▶ [Exercise inputs]
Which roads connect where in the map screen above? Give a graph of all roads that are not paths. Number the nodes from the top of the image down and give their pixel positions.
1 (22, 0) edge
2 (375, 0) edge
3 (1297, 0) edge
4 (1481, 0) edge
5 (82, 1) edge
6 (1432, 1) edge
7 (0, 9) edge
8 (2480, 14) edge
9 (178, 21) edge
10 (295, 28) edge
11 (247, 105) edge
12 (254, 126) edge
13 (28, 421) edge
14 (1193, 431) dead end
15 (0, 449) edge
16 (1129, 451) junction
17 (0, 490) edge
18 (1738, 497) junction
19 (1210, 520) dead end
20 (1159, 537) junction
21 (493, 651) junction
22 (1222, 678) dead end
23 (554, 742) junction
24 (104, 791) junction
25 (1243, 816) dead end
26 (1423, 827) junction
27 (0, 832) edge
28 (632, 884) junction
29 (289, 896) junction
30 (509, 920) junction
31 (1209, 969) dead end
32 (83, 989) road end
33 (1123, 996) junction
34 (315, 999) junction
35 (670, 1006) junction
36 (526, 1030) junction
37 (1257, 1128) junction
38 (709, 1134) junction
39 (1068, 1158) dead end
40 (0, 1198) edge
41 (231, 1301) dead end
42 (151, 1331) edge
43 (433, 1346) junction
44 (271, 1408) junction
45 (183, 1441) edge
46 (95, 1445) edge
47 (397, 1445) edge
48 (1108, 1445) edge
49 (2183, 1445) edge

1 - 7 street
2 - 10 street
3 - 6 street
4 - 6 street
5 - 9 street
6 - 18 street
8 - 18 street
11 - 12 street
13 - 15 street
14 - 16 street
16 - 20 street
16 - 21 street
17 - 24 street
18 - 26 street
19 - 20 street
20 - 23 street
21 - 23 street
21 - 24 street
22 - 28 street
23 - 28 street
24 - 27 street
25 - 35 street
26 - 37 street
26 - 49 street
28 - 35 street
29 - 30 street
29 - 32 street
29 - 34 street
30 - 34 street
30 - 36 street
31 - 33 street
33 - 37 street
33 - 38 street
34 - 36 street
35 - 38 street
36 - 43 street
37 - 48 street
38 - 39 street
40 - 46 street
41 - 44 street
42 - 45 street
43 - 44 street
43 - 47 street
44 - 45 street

▶ [What is being asked]
Check every line above for the string "dead" and state how many have it, with no other words.

▶ [Completed exercise]
7